L’acte 20 du mouvement populaire pour le changement du système aura été incontestablement celui de la réaffirmation de la capacité de mobilisation citoyenne qui ne faiblit pas en dépit du recours à des mesures de coercition de la part des forces de police.

Cette énième démonstration, si elle réjouit les animateurs du mouvement populaire est accompagnée d’un sentiment d’indignation et d’inquiétude compte tenu de la brutalité policière qui a marqué la journée du 5 Juillet, coïncidant avec la célébration de l’indépendance du pays.
Les scènes diffusées sur les réseaux sociaux montrant des agents de police tabassant des manifestants ont suscité la colère et l’indignation des Algériens, qui tiennent à préserver le caractère pacifique de leurs manifestations.
Ce recours à la force et à la répression s’ajoute à la série d’arrestations enregistrées ces dernières semaines parmi les manifestants, notamment ceux qui arboraient l’emblème berbère et qui ont été mis sous mandat de dépôt.
La scène politique a été aussi marquée par l’emprisonnement du moudjahid Lakhdar Bouregaâ, ce qui a choqué l’opinion nationale.
En signe de solidarité et de reconnaissance, le nom du commandant de la wilaya IV historique était très présent dans les manifestations d’avant-hier, au cours desquelles a été réclamée la libération du vieux maquisard.

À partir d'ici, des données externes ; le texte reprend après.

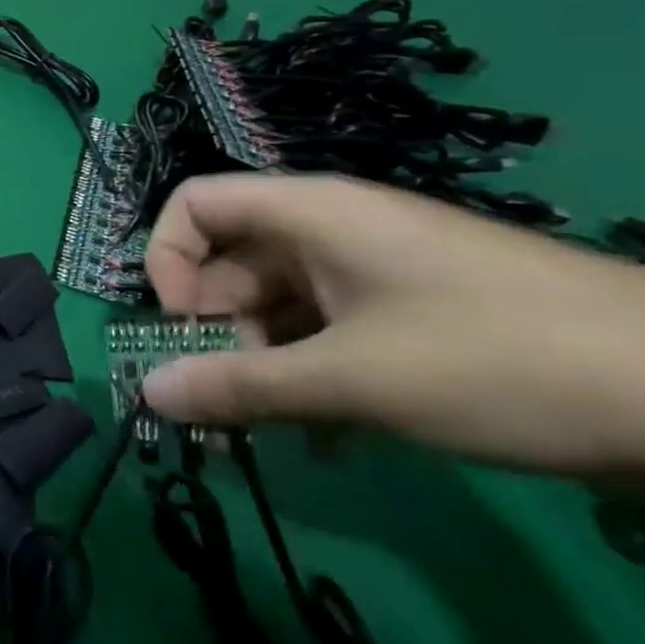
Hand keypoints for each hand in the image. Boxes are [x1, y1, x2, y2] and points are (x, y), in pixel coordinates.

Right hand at [140, 174, 644, 475]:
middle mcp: (332, 231)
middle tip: (219, 400)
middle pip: (230, 265)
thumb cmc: (497, 359)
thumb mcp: (351, 380)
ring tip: (264, 434)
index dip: (167, 258)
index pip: (194, 204)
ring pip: (279, 308)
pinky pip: (329, 335)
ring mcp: (377, 273)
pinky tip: (326, 439)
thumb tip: (146, 394)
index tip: (179, 325)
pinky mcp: (415, 314)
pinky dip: (311, 379)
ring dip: (259, 368)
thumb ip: (238, 385)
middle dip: (211, 332)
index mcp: (309, 213)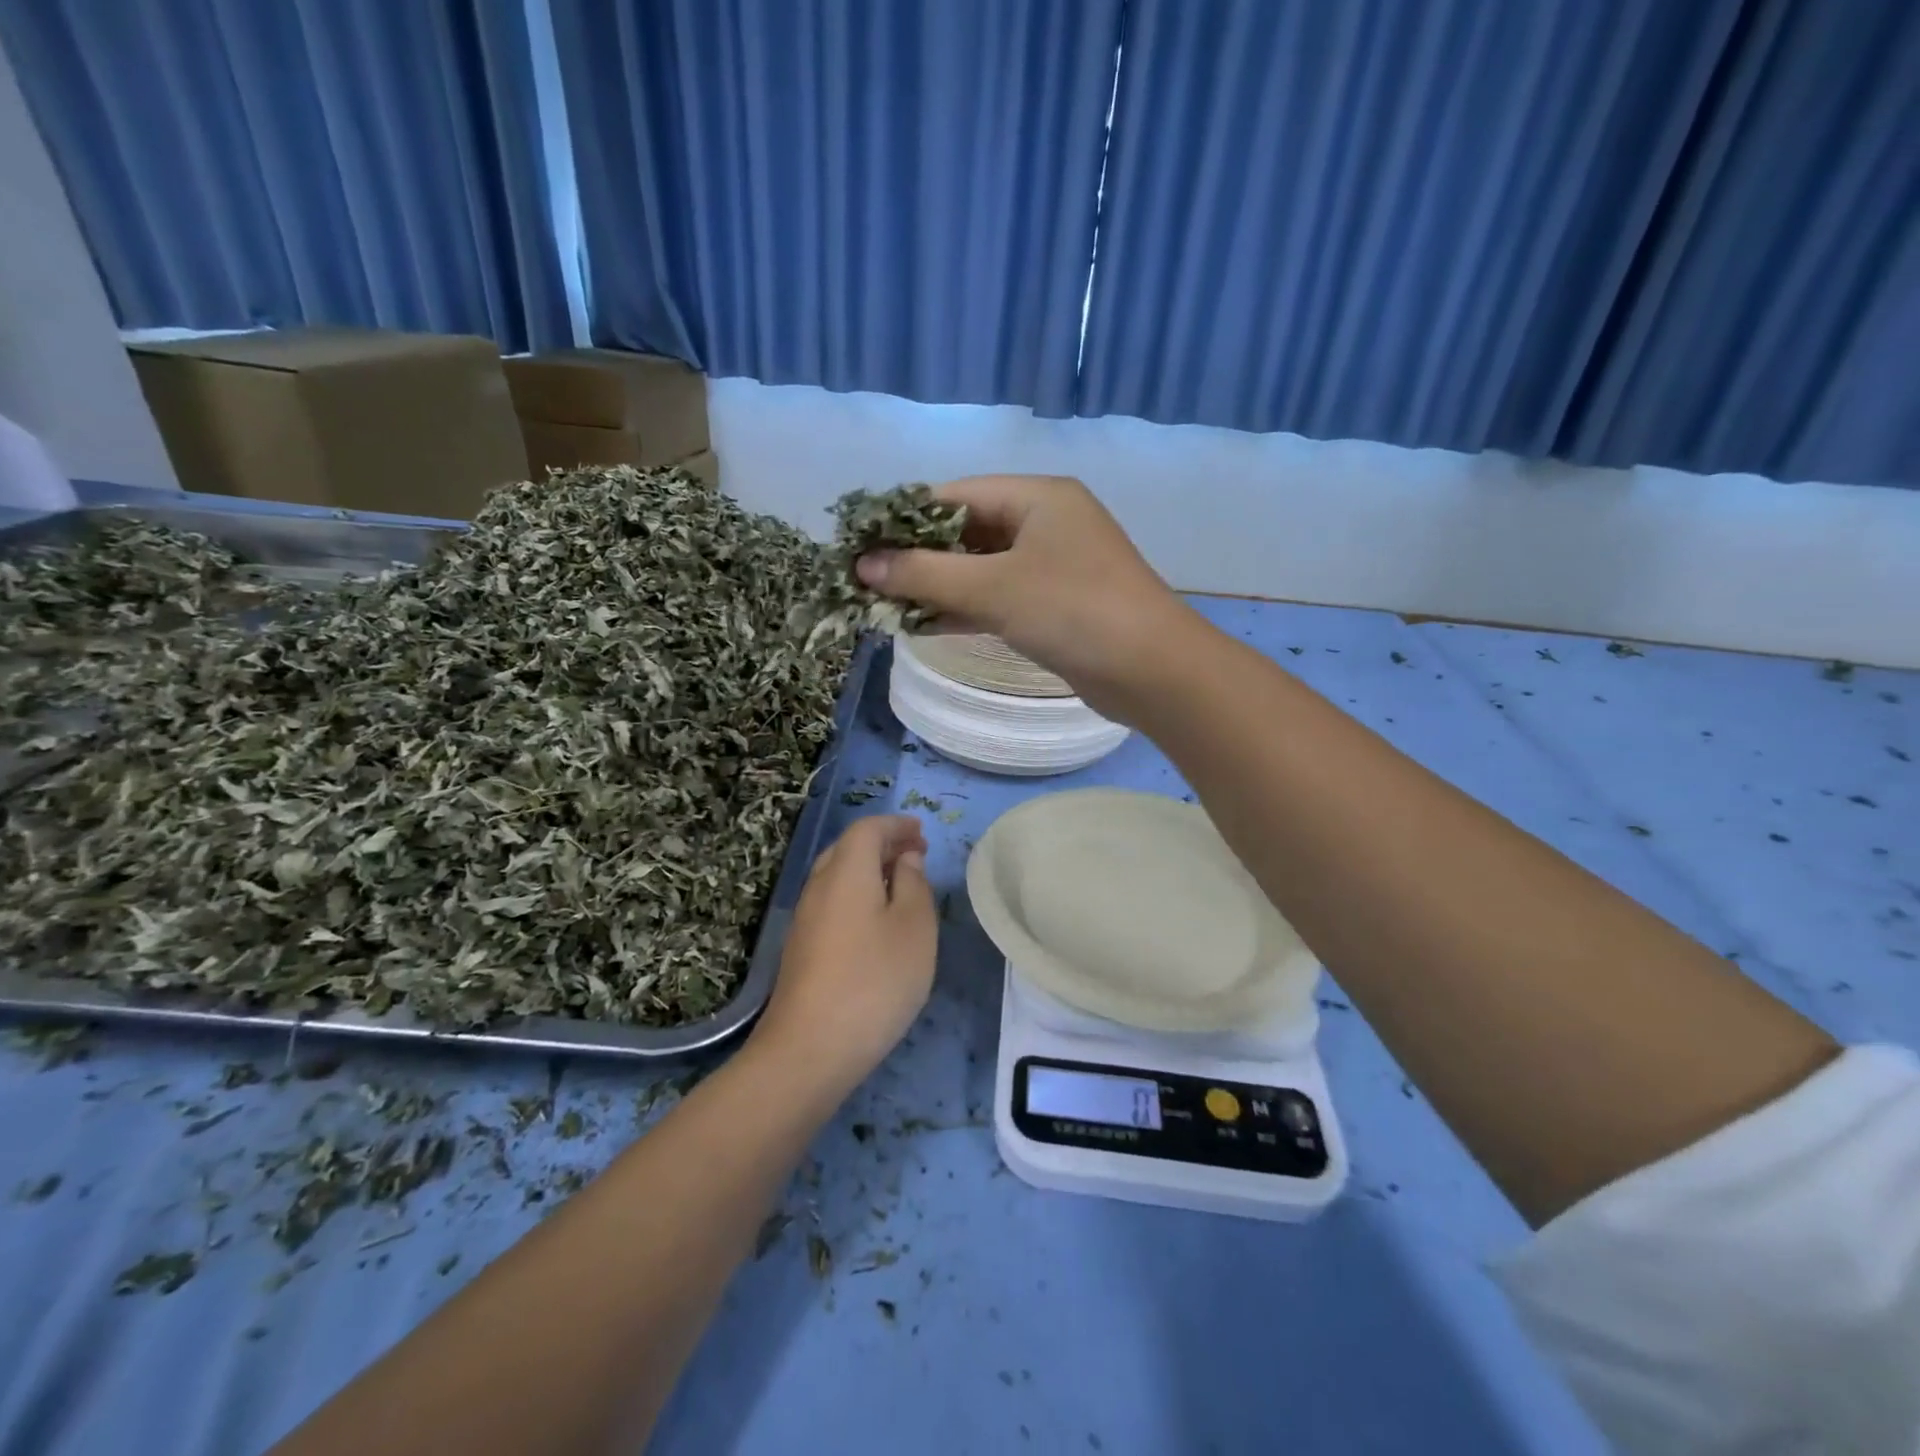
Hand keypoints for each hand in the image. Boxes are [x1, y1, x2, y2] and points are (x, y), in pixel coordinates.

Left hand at [751, 815, 936, 1094]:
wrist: (809, 1049)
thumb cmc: (875, 980)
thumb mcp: (915, 928)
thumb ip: (914, 884)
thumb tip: (906, 859)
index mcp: (846, 871)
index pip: (867, 829)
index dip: (896, 825)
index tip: (922, 833)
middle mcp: (819, 886)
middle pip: (847, 849)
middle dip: (883, 845)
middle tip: (916, 855)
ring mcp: (805, 919)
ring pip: (837, 877)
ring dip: (869, 871)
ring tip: (901, 886)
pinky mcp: (801, 949)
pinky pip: (832, 902)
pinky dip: (857, 896)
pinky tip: (876, 923)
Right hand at [854, 474, 1194, 720]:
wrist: (1153, 672)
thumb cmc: (1073, 611)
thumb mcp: (993, 588)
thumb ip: (925, 574)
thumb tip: (863, 565)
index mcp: (1037, 497)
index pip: (955, 495)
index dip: (904, 518)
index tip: (860, 543)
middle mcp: (1046, 522)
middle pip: (966, 532)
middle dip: (918, 557)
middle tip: (867, 580)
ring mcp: (1052, 566)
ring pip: (980, 569)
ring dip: (938, 587)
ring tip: (884, 605)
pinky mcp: (1055, 605)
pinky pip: (998, 598)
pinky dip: (964, 609)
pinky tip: (924, 626)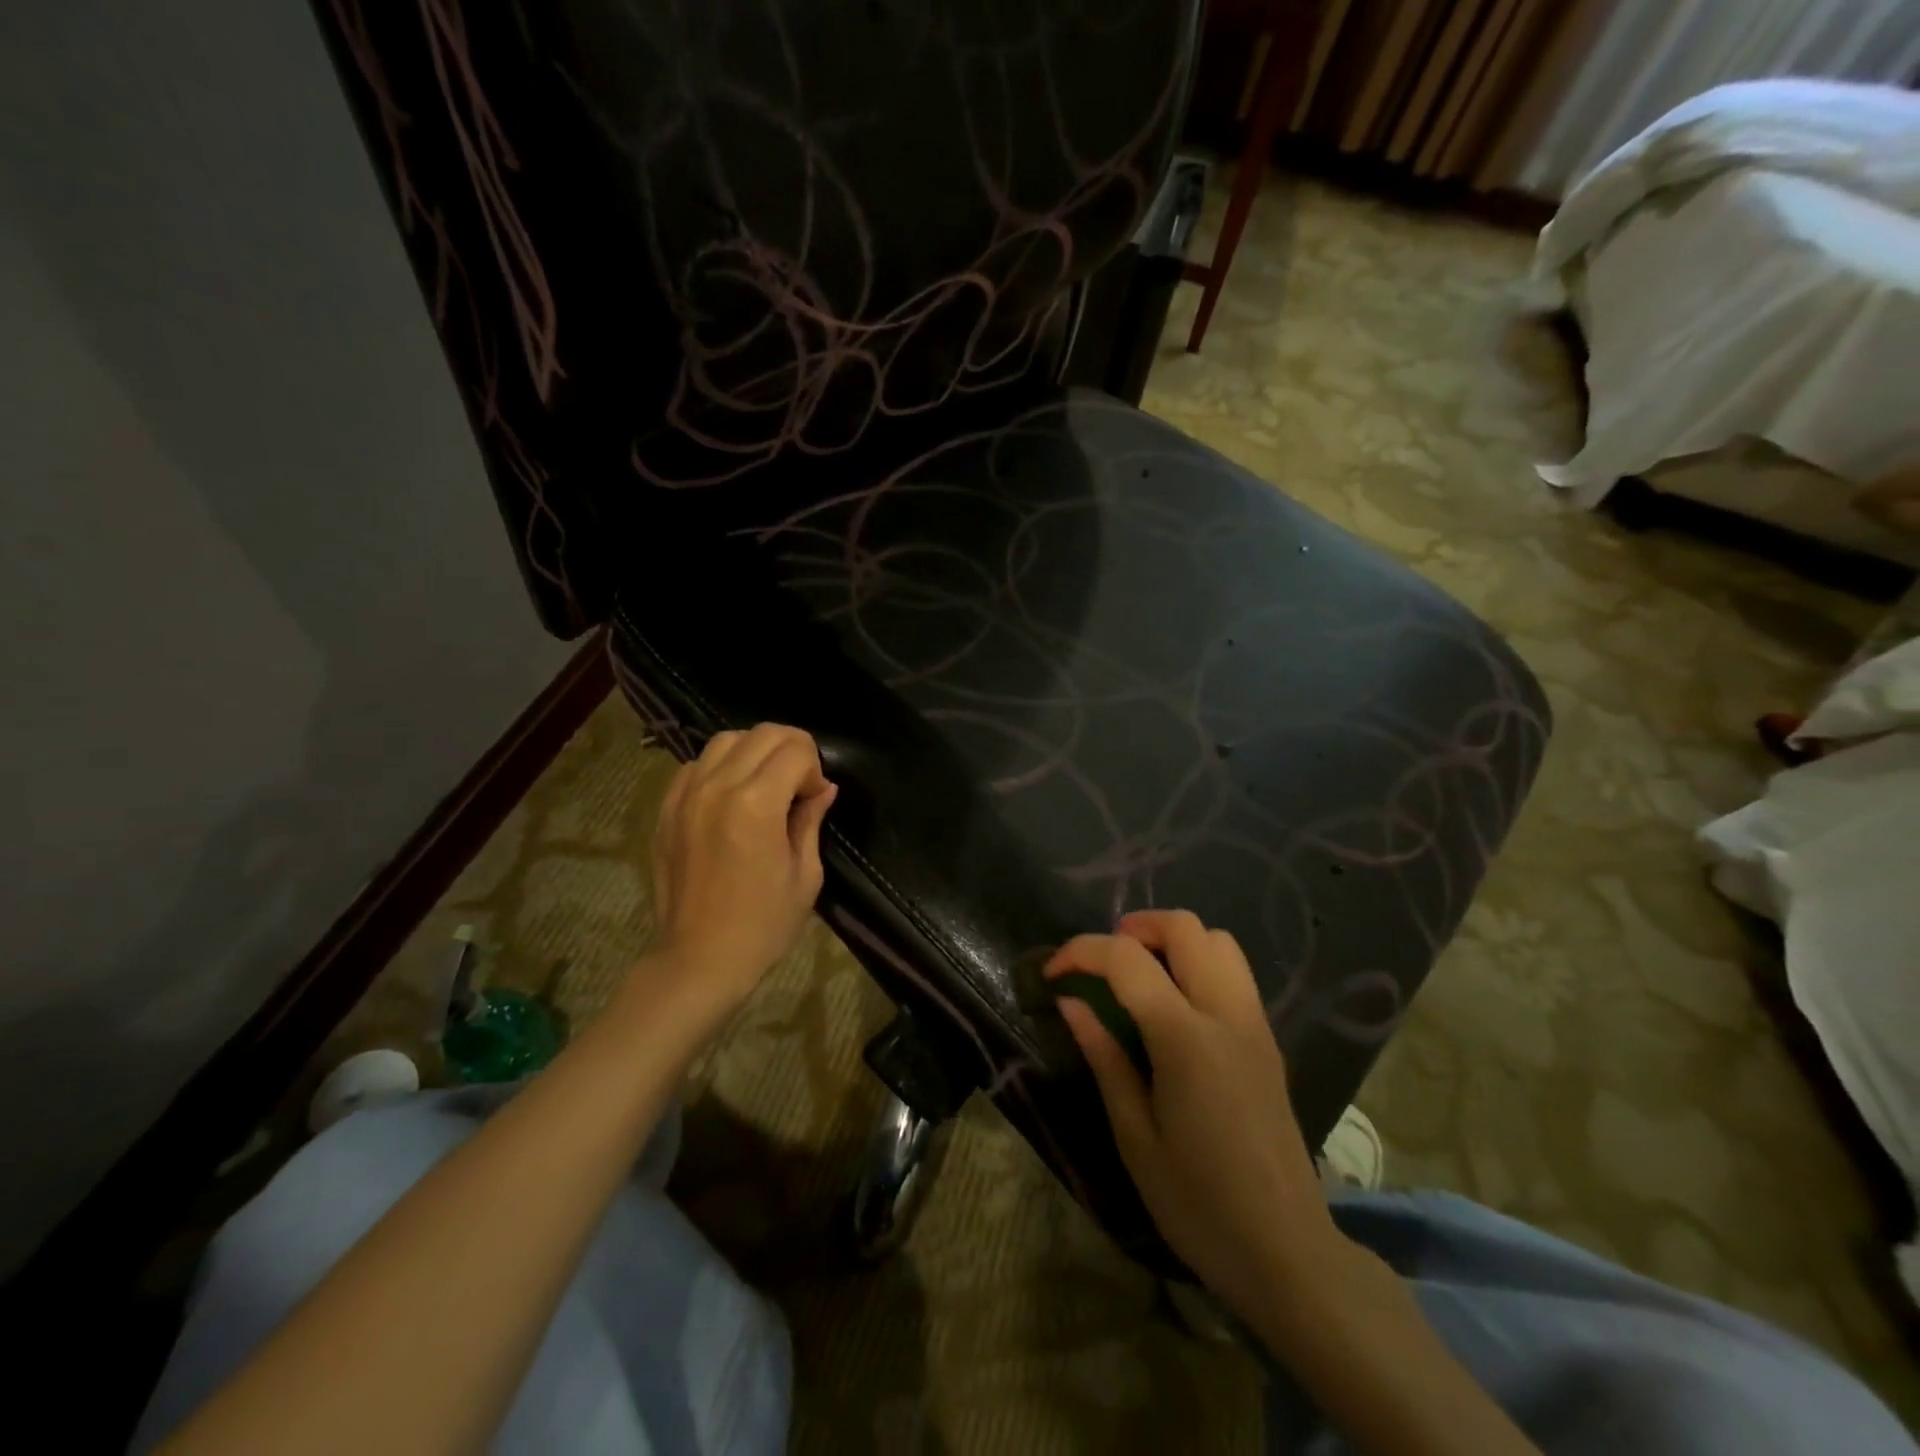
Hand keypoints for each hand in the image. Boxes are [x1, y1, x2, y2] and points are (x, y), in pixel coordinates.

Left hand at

Chez les partis politiques, le recours aux méthodes répressives a été fortement décrié par l’ensemble de la classe politique.

Indignation
Pour le président du RCD, Mohcine Belabbas, «c’est plus qu’un dérapage, c’est une atteinte à la dignité humaine et à l’honneur d’une nation, en ce jour de célébration de son indépendance, de la part d’éléments portant des uniformes de police». Il a estimé, à l’ouverture des travaux du Conseil national du RCD, qu’aucune initiative de sortie de crise ne peut aboutir si «des détenus d’opinion croupissent en prison, si la liberté de l’activité politique publique n’est pas garantie, si les entraves faites aux manifestations et à la liberté de circulation ne sont pas levées».
L’avocat Djamel Benyoub, de la même formation politique, et qui est membre du collectif plaidant la cause des manifestants arrêtés, a dénoncé «des entraves au droit de manifester», estimant que ce recours à la violence vise à «terroriser les populations».
Une lecture similaire est faite par Sofiane Djilali, président de Jil Jadid, qui a dénoncé, à l’ouverture du Forum des « forces du changement » le recours à la répression.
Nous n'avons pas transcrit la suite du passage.